EXERCISE BRIEF: Using the entries that follow, report the number of lines that include the string "Phoenix", without any other text.

────────────────────────────────────────

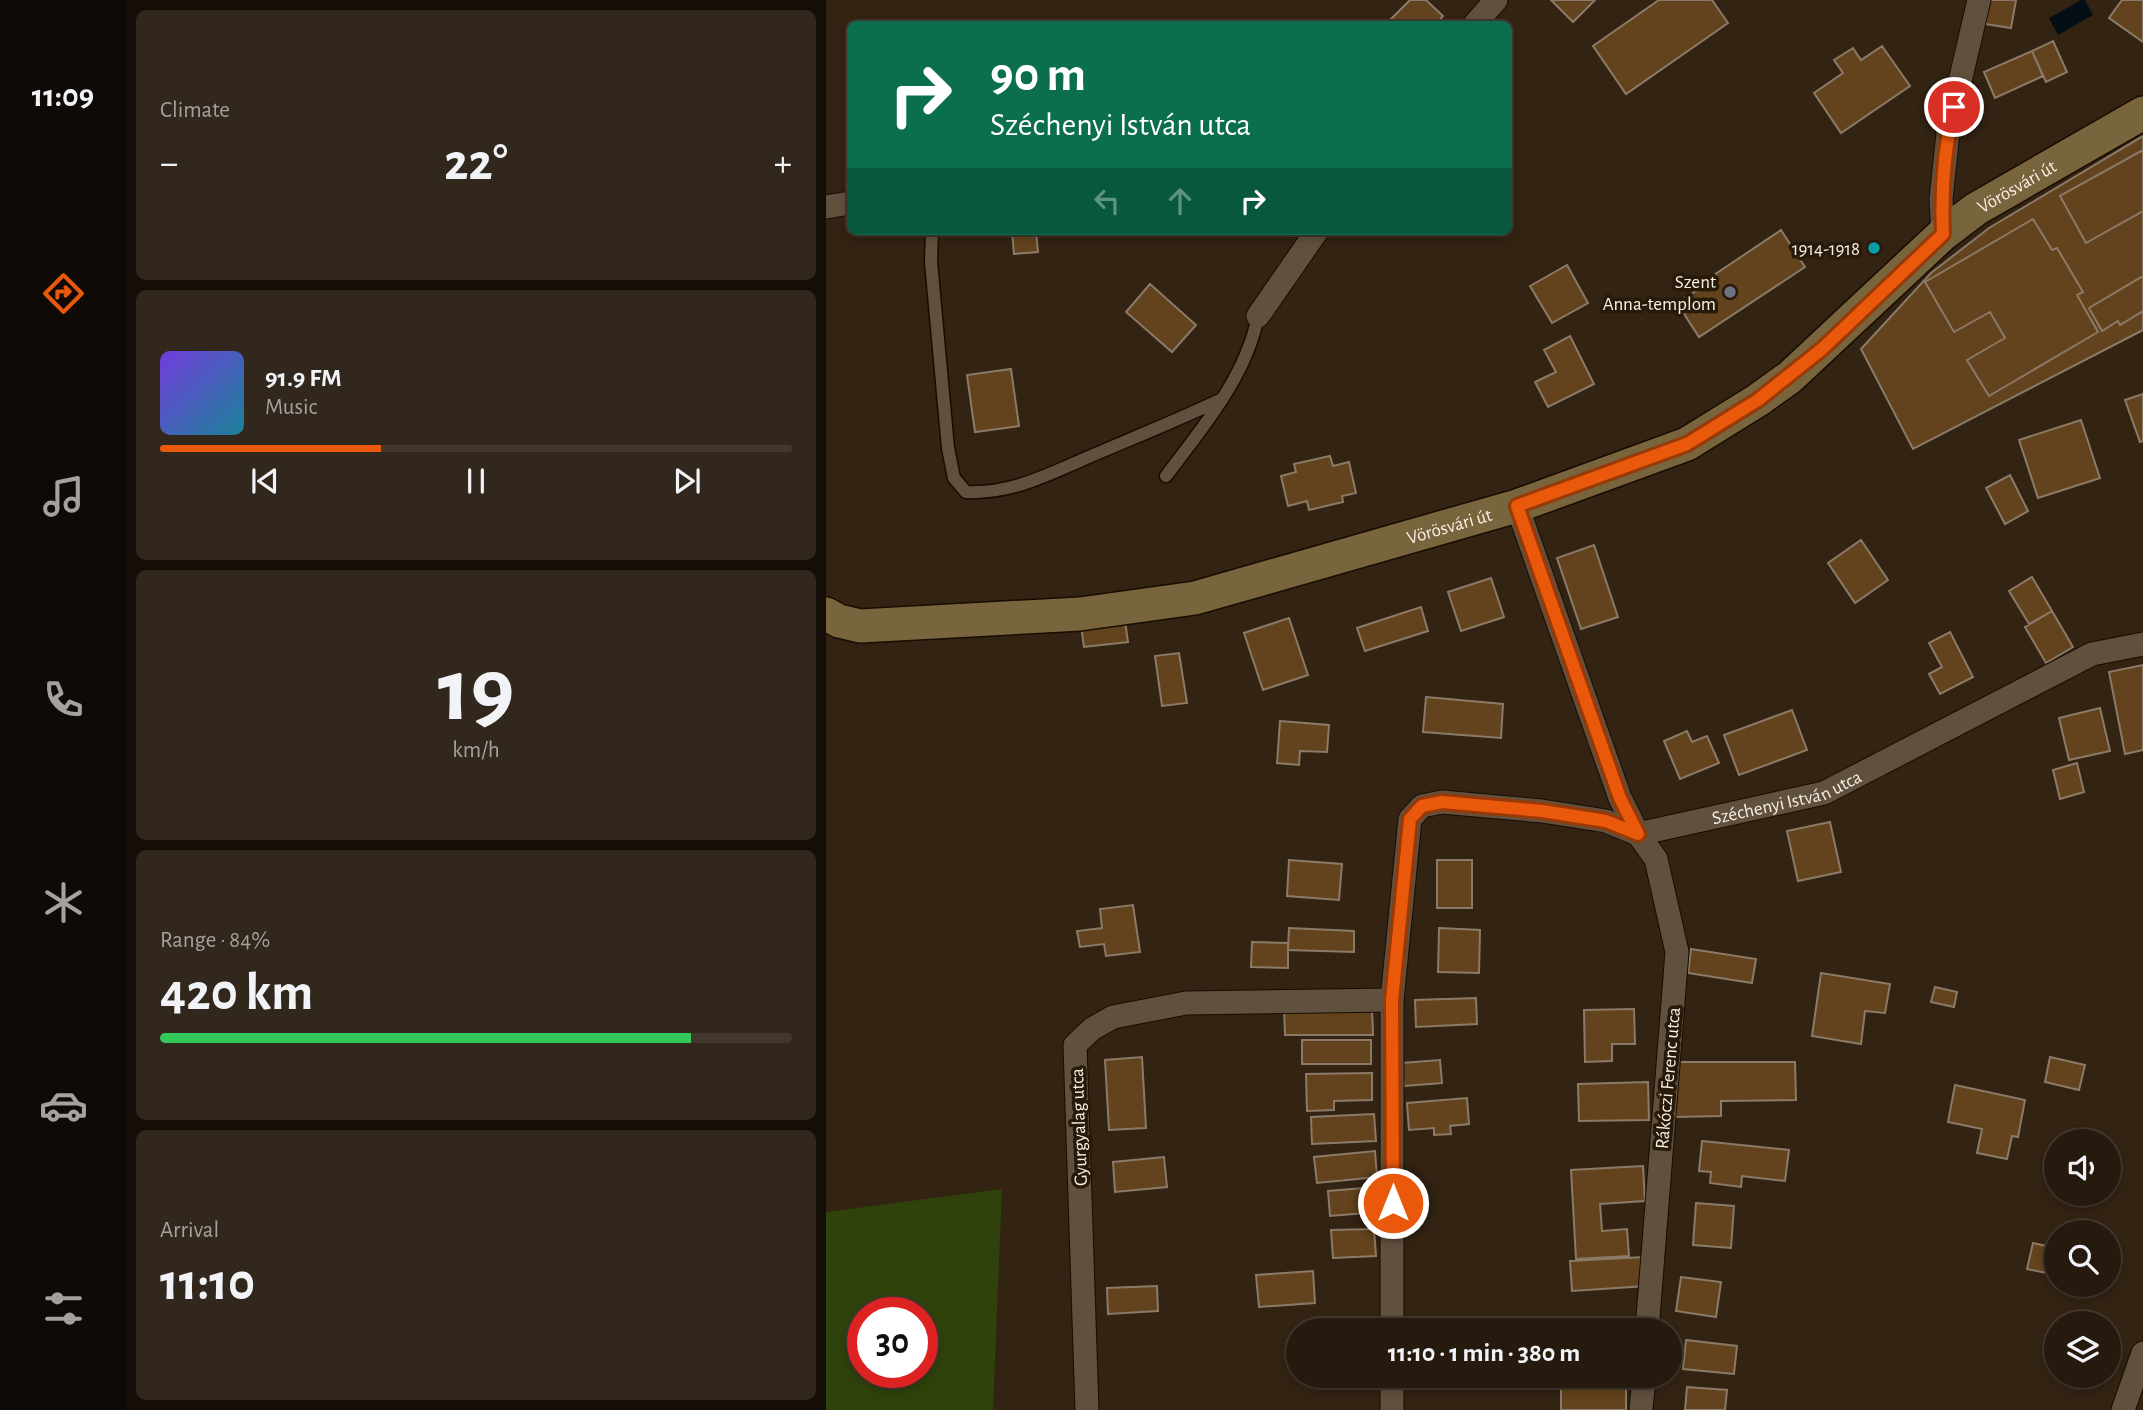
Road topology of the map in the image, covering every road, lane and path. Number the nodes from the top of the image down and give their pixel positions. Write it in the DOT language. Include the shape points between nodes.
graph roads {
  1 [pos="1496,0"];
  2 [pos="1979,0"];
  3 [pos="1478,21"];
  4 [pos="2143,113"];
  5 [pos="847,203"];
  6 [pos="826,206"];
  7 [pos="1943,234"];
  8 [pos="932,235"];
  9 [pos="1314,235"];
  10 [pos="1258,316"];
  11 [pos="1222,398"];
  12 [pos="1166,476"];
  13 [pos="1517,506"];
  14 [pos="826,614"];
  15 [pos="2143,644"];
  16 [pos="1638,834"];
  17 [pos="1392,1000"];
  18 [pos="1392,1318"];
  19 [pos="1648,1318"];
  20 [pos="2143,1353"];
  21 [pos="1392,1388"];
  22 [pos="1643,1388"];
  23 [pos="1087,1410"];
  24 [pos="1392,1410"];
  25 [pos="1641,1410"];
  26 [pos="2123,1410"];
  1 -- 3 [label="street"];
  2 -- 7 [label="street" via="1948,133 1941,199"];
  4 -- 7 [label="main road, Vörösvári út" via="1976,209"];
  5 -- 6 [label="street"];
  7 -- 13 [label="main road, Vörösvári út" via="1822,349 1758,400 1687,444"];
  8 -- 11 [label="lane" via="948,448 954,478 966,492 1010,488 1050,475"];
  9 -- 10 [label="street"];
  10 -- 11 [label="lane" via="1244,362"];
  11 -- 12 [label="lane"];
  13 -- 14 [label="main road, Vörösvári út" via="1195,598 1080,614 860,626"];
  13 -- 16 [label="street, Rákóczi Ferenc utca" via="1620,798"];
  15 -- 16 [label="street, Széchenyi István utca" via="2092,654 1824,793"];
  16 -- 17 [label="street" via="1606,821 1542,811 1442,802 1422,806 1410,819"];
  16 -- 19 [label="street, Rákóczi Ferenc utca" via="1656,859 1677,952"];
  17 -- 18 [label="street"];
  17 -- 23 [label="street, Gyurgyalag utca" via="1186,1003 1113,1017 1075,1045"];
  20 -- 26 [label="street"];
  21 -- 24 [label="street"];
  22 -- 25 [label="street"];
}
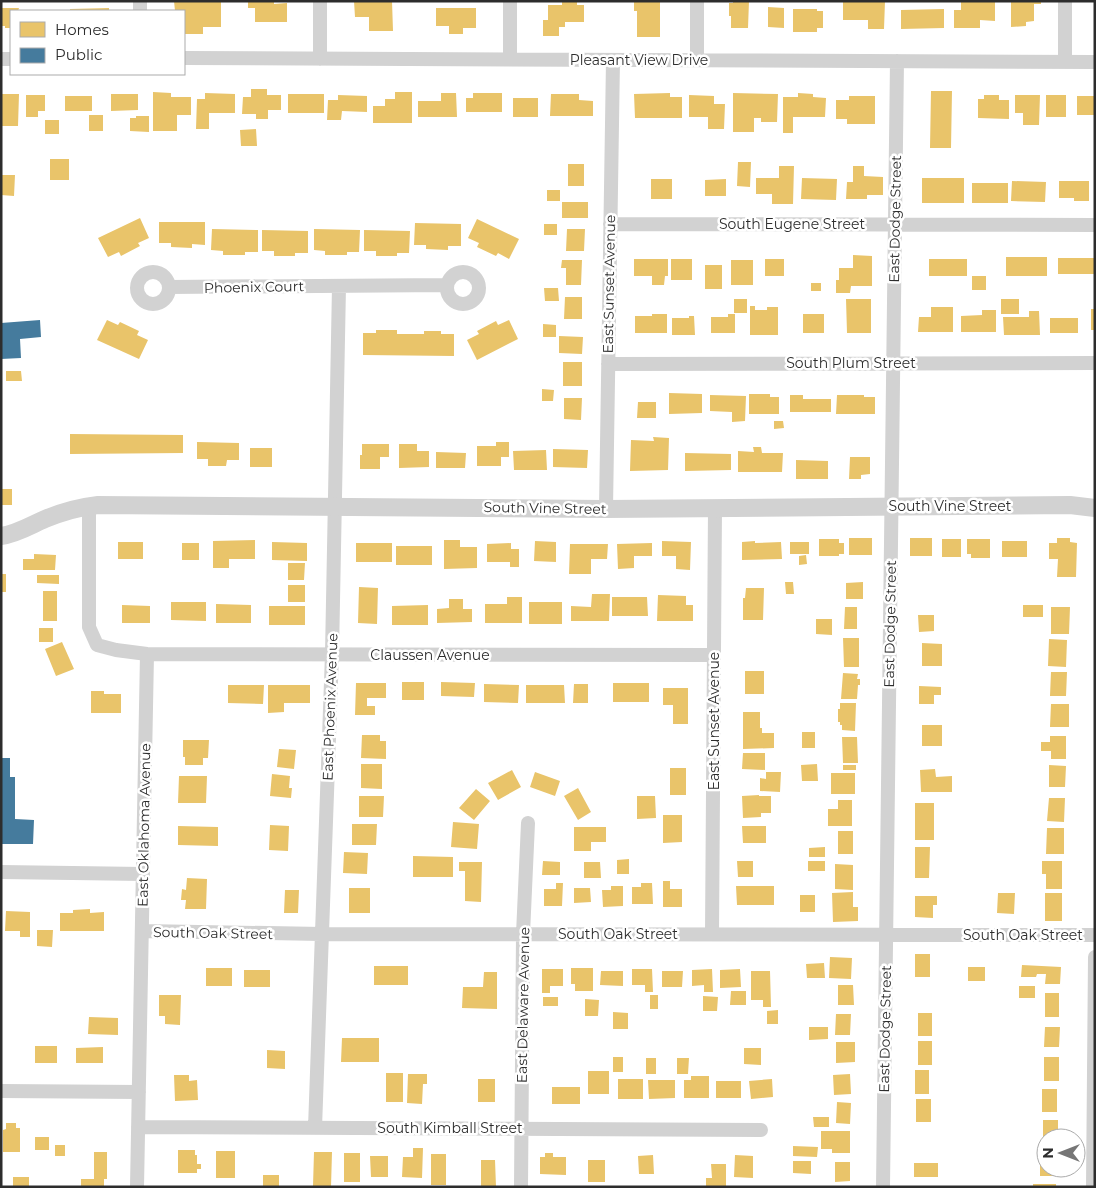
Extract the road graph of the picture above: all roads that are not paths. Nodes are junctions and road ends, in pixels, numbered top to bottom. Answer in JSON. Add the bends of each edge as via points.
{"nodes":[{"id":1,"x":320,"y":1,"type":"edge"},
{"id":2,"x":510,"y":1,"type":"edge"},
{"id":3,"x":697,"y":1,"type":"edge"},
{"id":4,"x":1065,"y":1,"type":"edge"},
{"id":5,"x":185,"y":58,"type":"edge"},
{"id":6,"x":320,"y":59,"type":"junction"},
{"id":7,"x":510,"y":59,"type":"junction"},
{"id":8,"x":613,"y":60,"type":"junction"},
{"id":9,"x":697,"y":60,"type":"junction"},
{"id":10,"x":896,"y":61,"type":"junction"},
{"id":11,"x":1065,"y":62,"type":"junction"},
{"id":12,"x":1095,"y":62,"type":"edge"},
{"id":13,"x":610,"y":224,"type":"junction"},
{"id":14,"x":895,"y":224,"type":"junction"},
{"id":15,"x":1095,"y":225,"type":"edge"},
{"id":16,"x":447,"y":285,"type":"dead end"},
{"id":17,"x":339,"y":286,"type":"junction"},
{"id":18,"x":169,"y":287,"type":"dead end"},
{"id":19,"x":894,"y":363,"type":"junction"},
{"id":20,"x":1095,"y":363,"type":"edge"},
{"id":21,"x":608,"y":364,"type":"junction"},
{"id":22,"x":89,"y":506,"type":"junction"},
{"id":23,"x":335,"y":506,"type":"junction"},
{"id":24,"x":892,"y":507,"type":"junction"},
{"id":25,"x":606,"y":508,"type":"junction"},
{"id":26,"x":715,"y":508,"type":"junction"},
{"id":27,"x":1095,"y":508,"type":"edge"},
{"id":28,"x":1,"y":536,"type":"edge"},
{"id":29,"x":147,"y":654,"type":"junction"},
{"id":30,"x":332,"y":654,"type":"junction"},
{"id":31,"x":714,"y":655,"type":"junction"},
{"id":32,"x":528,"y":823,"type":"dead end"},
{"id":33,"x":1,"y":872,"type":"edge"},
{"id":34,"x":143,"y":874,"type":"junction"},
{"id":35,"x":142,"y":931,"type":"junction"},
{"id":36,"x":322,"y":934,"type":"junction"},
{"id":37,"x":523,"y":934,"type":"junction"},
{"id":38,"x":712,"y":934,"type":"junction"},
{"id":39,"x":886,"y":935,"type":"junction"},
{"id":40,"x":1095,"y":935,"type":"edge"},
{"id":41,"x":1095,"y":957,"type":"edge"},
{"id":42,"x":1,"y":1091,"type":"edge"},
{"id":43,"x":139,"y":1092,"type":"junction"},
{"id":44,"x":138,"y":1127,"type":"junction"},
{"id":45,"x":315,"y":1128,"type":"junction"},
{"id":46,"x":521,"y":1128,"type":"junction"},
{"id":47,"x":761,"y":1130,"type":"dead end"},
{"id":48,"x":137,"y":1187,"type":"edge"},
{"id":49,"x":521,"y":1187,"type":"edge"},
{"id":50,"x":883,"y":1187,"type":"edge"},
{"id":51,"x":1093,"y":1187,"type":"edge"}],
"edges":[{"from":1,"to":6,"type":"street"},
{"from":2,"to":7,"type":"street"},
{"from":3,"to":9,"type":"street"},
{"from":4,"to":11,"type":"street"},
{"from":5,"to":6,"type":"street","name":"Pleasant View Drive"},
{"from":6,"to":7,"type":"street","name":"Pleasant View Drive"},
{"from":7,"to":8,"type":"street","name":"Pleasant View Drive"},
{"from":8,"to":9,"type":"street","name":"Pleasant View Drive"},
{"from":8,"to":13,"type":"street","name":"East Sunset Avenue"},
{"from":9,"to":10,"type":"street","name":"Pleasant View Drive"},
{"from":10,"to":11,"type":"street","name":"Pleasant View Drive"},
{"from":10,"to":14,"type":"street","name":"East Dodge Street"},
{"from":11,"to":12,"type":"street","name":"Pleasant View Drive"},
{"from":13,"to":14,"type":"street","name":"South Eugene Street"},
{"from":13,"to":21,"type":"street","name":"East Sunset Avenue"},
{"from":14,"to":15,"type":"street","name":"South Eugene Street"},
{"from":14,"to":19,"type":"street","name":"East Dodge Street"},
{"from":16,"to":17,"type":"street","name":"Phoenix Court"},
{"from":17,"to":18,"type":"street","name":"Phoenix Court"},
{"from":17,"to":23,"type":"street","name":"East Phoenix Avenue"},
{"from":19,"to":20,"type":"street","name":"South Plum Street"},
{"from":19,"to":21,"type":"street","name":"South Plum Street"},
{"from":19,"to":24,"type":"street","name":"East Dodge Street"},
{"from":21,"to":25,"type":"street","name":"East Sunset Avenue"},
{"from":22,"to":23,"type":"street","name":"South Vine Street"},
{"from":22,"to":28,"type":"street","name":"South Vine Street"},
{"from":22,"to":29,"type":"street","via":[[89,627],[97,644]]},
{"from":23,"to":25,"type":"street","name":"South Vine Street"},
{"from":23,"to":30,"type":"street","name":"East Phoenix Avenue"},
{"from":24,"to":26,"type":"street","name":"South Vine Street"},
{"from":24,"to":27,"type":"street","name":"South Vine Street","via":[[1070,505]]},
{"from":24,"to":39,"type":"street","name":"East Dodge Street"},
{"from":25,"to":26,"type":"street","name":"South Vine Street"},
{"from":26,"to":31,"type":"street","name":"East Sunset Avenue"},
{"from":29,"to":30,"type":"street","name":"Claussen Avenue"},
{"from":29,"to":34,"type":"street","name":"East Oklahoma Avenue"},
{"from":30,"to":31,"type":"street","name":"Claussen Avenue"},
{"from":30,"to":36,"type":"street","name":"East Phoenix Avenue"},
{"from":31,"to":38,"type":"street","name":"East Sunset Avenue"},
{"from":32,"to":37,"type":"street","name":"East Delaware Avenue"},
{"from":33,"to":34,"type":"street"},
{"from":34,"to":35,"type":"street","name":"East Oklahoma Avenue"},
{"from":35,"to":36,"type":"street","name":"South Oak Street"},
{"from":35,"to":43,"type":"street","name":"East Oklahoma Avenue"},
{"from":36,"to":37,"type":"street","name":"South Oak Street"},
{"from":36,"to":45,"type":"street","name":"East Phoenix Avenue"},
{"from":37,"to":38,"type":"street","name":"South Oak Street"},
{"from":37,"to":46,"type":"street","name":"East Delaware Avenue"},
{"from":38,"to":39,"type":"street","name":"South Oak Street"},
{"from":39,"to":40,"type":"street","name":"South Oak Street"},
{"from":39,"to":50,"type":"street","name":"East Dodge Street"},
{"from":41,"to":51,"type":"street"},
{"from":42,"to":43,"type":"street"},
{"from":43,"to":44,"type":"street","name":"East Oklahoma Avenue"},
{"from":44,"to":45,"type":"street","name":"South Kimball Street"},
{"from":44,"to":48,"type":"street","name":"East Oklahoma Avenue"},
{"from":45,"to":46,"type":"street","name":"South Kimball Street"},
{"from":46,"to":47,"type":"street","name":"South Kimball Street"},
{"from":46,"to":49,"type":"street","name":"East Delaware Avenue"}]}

────────────────────────────────────────

ANSWER TO THIS EXERCISE: 6